In reality, unions are flailing — even with Washington’s assistance. Most Americans choose to work free of organized labor’s ideological radicalism and costly dues. In 2023, only 6 percent of private-sector workers belonged to unions, which have become an ever-thinning sliver of the workforce.
To the lucky few, unions provide large paychecks and generous benefit plans. This undoubtedly helps those to whom these perks accrue. But for others, Big Labor’s excesses mean lost jobs, subpar productivity, and higher consumer prices. Companies and jobs have fled union-dominated states for friendlier regulatory environments in the right-to-work south — fracturing erstwhile union towns. Unions also often lobby employers to eschew efficient new technologies — a self-interested habit of organized labor dating back to medieval guilds — hobbling unionized firms’ competitive efforts against both American and foreign rivals.
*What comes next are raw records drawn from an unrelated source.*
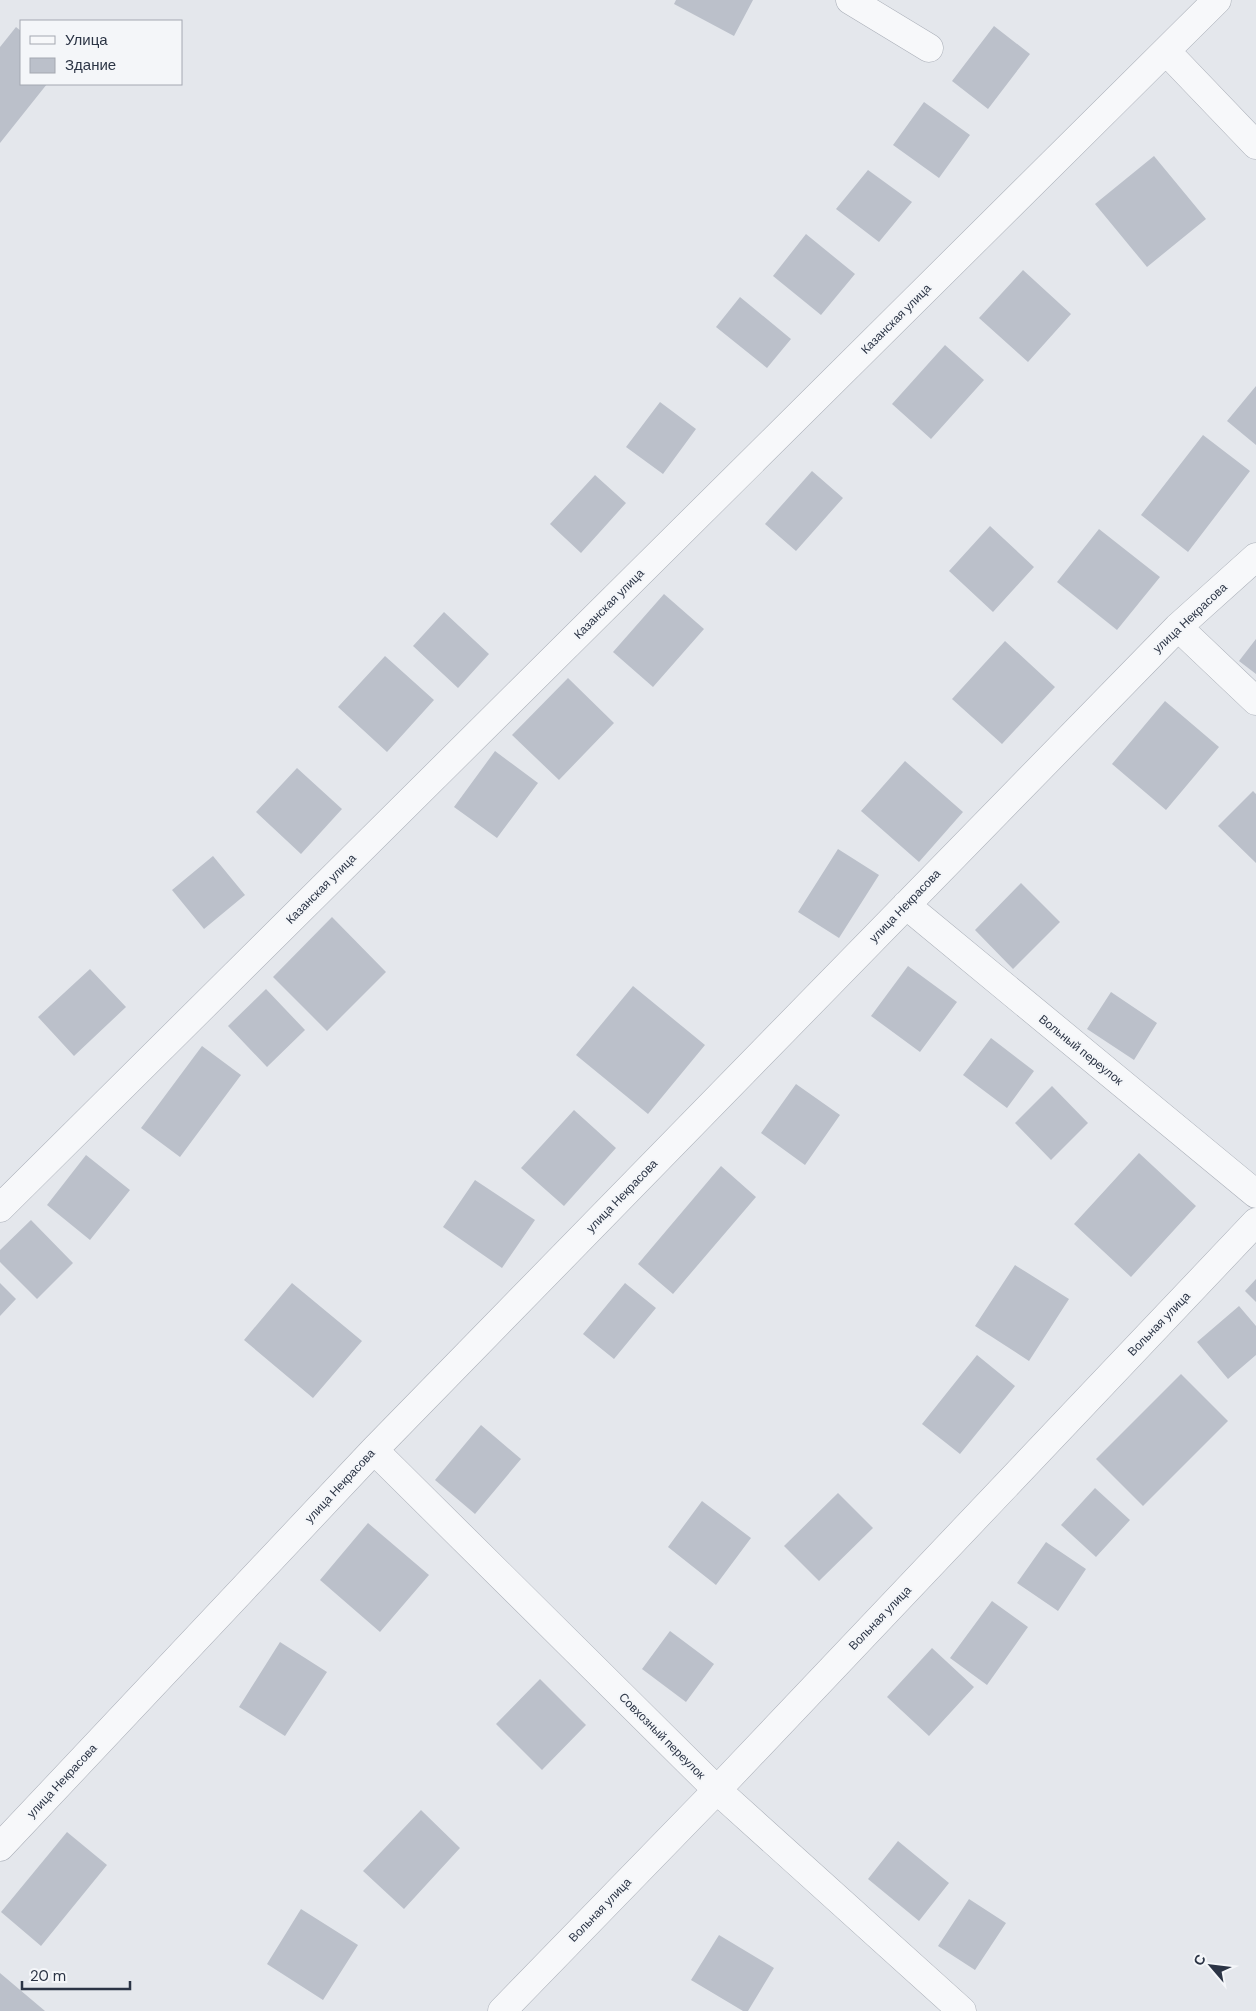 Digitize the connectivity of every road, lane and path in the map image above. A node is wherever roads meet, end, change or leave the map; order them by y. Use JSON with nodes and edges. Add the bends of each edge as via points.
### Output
{"nodes":[{"id":1,"x":850,"y":0,"type":"edge"},
{"id":2,"x":1218,"y":0,"type":"edge"},
{"id":3,"x":929,"y":48,"type":"dead end"},
{"id":4,"x":1166,"y":51,"type":"junction"},
{"id":5,"x":1256,"y":145,"type":"edge"},
{"id":6,"x":1256,"y":557,"type":"edge"},
{"id":7,"x":1178,"y":627,"type":"junction"},
{"id":8,"x":1256,"y":701,"type":"edge"},
{"id":9,"x":906,"y":906,"type":"junction"},
{"id":10,"x":1256,"y":1194,"type":"edge"},
{"id":11,"x":0,"y":1208,"type":"edge"},
{"id":12,"x":1256,"y":1222,"type":"edge"},
{"id":13,"x":374,"y":1450,"type":"junction"},
{"id":14,"x":716,"y":1790,"type":"junction"},
{"id":15,"x":0,"y":1847,"type":"edge"},
{"id":16,"x":502,"y":2011,"type":"edge"},
{"id":17,"x":962,"y":2011,"type":"edge"}],
"edges":[{"from":1,"to":3,"type":"street"},
{"from":2,"to":4,"type":"street","name":"Казанская улица"},
{"from":4,"to":5,"type":"street"},
{"from":4,"to":11,"type":"street","name":"Казанская улица"},
{"from":6,"to":7,"type":"street","name":"улица Некрасова"},
{"from":7,"to":8,"type":"street"},
{"from":7,"to":9,"type":"street","name":"улица Некрасова"},
{"from":9,"to":10,"type":"street","name":"Вольный переулок"},
{"from":9,"to":13,"type":"street","name":"улица Некрасова"},
{"from":12,"to":14,"type":"street","name":"Вольная улица"},
{"from":13,"to":14,"type":"street","name":"Совхозный переулок"},
{"from":13,"to":15,"type":"street","name":"улица Некрасова"},
{"from":14,"to":16,"type":"street","name":"Вольная улица"},
{"from":14,"to":17,"type":"street","name":"Совхозный переулок"}]}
Worse still, the union dues funding this decline all too often disappear into labor leaders’ social-policy side projects — or their personal pocketbooks. United Auto Workers (UAW) has seen multiple leaders receive prison sentences for embezzlement. As National Review’s Dominic Pino writes, “Corruption is so integral to the UAW that the Department of Justice doesn’t trust it to operate without a monitor,” prompting a federal court to appoint Neil Barofsky as an ombudsman in 2021. Now Barofsky says that UAW President Shawn Fain — pro-union America’s favorite son — has slow-rolled an investigation into Fain’s own alleged financial misconduct.
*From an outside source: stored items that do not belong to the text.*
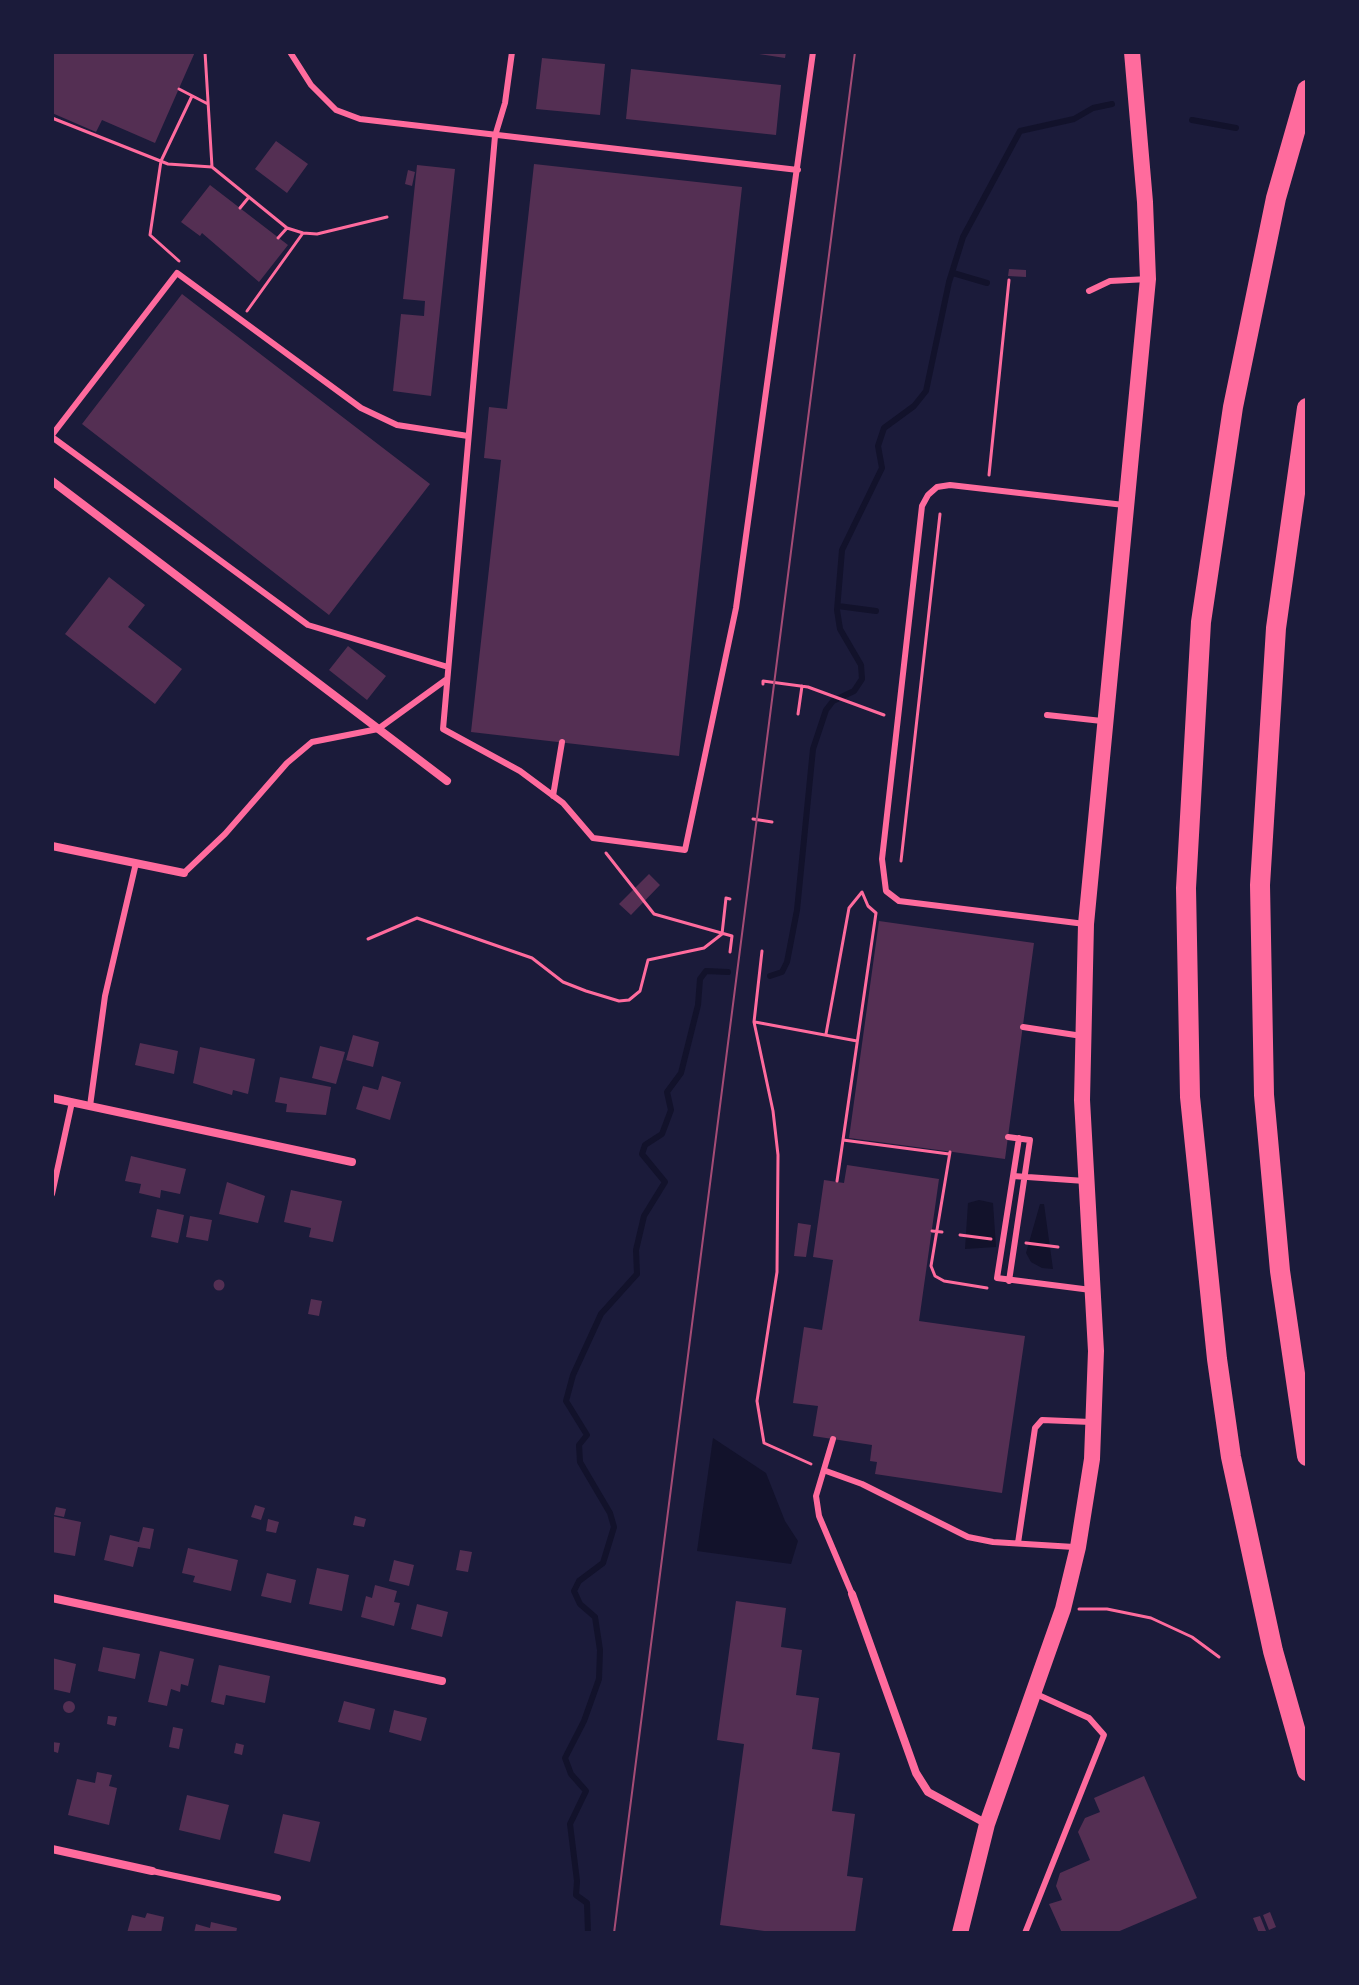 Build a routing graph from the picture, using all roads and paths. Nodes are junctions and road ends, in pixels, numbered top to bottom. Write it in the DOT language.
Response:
graph roads {
  1 [pos="205,52"];
  2 [pos="290,52"];
  3 [pos="512,52"];
  4 [pos="813,52"];
  5 [pos="1132,52"];
  6 [pos="179,89"];
  7 [pos="1307,90"];
  8 [pos="192,96"];
  9 [pos="208,104"];
  10 [pos="52,118"];
  11 [pos="495,136"];
  12 [pos="161,161"];
  13 [pos="212,167"];
  14 [pos="798,170"];
  15 [pos="249,197"];
  16 [pos="240,208"];
  17 [pos="387,217"];
  18 [pos="287,228"];
  19 [pos="303,233"];
  20 [pos="278,238"];
  21 [pos="180,258"];
  22 [pos="1148,279"];
  23 [pos="1009,280"];
  24 [pos="1089,291"];
  25 [pos="241,320"];
  26 [pos="1307,408"];
  27 [pos="52,436"];
  28 [pos="468,436"];
  29 [pos="989,475"];
  30 [pos="52,481"];
  31 [pos="1127,506"];
  32 [pos="940,514"];
  33 [pos="448,667"];
  34 [pos="447,679"];
  35 [pos="763,684"];
  36 [pos="802,686"];
  37 [pos="798,714"];
  38 [pos="884,715"];
  39 [pos="1047,715"];
  40 [pos="1106,722"];
  41 [pos="378,729"];
  42 [pos="562,742"];
  43 [pos="447,781"];
  44 [pos="553,796"];
  45 [pos="753,819"];
  46 [pos="772,822"];
  47 [pos="593,838"];
  48 [pos="52,846"];
  49 [pos="901,861"];
  50 [pos="136,863"];
  51 [pos="184,873"];
  52 [pos="730,899"];
  53 [pos="1086,924"];
  54 [pos="722,934"];
  55 [pos="368,939"];
  56 [pos="762,951"];
  57 [pos="730,952"];
  58 [pos="754,1022"];
  59 [pos="1023,1027"];
  60 [pos="826,1034"];
  61 [pos="1082,1036"];
  62 [pos="857,1041"];
  63 [pos="52,1098"];
  64 [pos="72,1102"];
  65 [pos="90,1106"];
  66 [pos="1008,1137"];
  67 [pos="1019,1138"];
  68 [pos="843,1140"];
  69 [pos="352,1162"];
  70 [pos="1013,1176"];
  71 [pos="1026,1176"];
  72 [pos="837,1181"];
  73 [pos="1085,1181"];
  74 [pos="52,1194"];
  75 [pos="960,1235"];
  76 [pos="999,1240"];
  77 [pos="1020,1242"];
  78 [pos="1058,1247"];
  79 [pos="1009,1281"];
  80 [pos="988,1288"];
  81 [pos="1094,1291"];
  82 [pos="1094,1422"];
  83 [pos="833,1439"];
  84 [pos="1307,1456"];
  85 [pos="826,1471"];
  86 [pos="1018,1543"];
  87 [pos="1078,1547"];
  88 [pos="852,1594"];
  89 [pos="52,1598"];
  90 [pos="1063,1609"];
  91 [pos="1219,1657"];
  92 [pos="442,1681"];
  93 [pos="1034,1693"];
  94 [pos="1307,1771"];
  95 [pos="987,1824"];
  96 [pos="52,1849"];
  97 [pos="152,1871"];
  98 [pos="278,1898"];
  99 [pos="960,1933"];
  100 [pos="1025,1933"];
  1 -- 9 [label="path"];
  2 -- 11 [label="lane"];
  3 -- 11 [label="lane"];
  4 -- 14 [label="lane"];
  5 -- 22 [label="main road"];
  6 -- 8 [label="path"];
  7 -- 94 [label="highway"];
  8 -- 9 [label="path"];
  8 -- 12 [label="path"];
  9 -- 13 [label="path"];
  10 -- 12 [label="path"];
  11 -- 14 [label="lane"];
  11 -- 28 [label="lane"];
  12 -- 13 [label="path"];
  12 -- 21 [label="path"];
  13 -- 15 [label="path"];
  14 -- 47 [label="lane"];
  15 -- 16 [label="path"];
  15 -- 18 [label="path"];
  17 -- 19 [label="path"];
  18 -- 19 [label="path"];
  18 -- 20 [label="path"];
  19 -- 25 [label="path"];
  22 -- 24 [label="lane"];
  22 -- 31 [label="main road"];
  23 -- 29 [label="path"];
  25 -- 27 [label="lane"];
  25 -- 28 [label="lane"];
  26 -- 84 [label="highway"];
  27 -- 33 [label="lane"];
  28 -- 33 [label="lane"];
  30 -- 41 [label="street"];
  31 -- 40 [label="main road"];
  31 -- 53 [label="lane"];
  32 -- 49 [label="path"];
  33 -- 34 [label="lane"];
  34 -- 41 [label="lane"];
  34 -- 44 [label="lane"];
  35 -- 36 [label="path"];
  36 -- 37 [label="path"];
  36 -- 38 [label="path"];
  39 -- 40 [label="lane"];
  40 -- 53 [label="main road"];
  41 -- 43 [label="street"];
  41 -- 51 [label="lane"];
  42 -- 44 [label="lane"];
  44 -- 47 [label="lane"];
  45 -- 46 [label="path"];
  47 -- 54 [label="path"];
  48 -- 50 [label="street"];
  50 -- 51 [label="street"];
  50 -- 65 [label="lane"];
  52 -- 54 [label="path"];
  53 -- 61 [label="main road"];
  54 -- 55 [label="path"];
  54 -- 57 [label="path"];
  56 -- 58 [label="path"];
  58 -- 60 [label="path"];
  58 -- 85 [label="path"];
  59 -- 61 [label="lane"];
  60 -- 62 [label="path"];
  60 -- 62 [label="path"];
  61 -- 73 [label="main road"];
  62 -- 68 [label="path"];
  63 -- 64 [label="street"];
  64 -- 65 [label="street"];
  64 -- 74 [label="lane"];
  65 -- 69 [label="street"];
  66 -- 67 [label="lane"];
  67 -- 70 [label="lane"];
  67 -- 71 [label="lane"];
  68 -- 72 [label="path"];
  68 -- 80 [label="path"];
  70 -- 71 [label="lane"];
  70 -- 79 [label="lane"];
  71 -- 73 [label="lane"];
  71 -- 79 [label="lane"];
  73 -- 81 [label="main road"];
  75 -- 76 [label="path"];
  77 -- 78 [label="path"];
  79 -- 81 [label="lane"];
  81 -- 82 [label="main road"];
  82 -- 86 [label="lane"];
  82 -- 87 [label="main road"];
  83 -- 85 [label="lane"];
  85 -- 86 [label="lane"];
  85 -- 88 [label="lane"];
  86 -- 87 [label="lane"];
  87 -- 90 [label="main road"];
  88 -- 95 [label="street"];
  89 -- 92 [label="street"];
  90 -- 91 [label="path"];
  90 -- 93 [label="main road"];
  93 -- 95 [label="main road"];
  93 -- 100 [label="lane"];
  95 -- 99 [label="main road"];
  96 -- 97 [label="street"];
  97 -- 98 [label="lane"];
}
Ultimately, the government’s efforts to support unions amount to social and economic planning. “The morality and intelligence of a democratic people would risk no fewer dangers than its business and its industry if the government came to take the place of associations everywhere,” Tocqueville warned. This danger looms whether government officials outright replace private associations or cajole citizens into state-favored associations, usually ones whose leaders finance those officials’ reelection campaigns.
Most Americans have the horse sense to distance themselves from organized labor’s foibles. The government shouldn’t gainsay them.
David B. McGarry is a policy analyst with the Taxpayers Protection Alliance.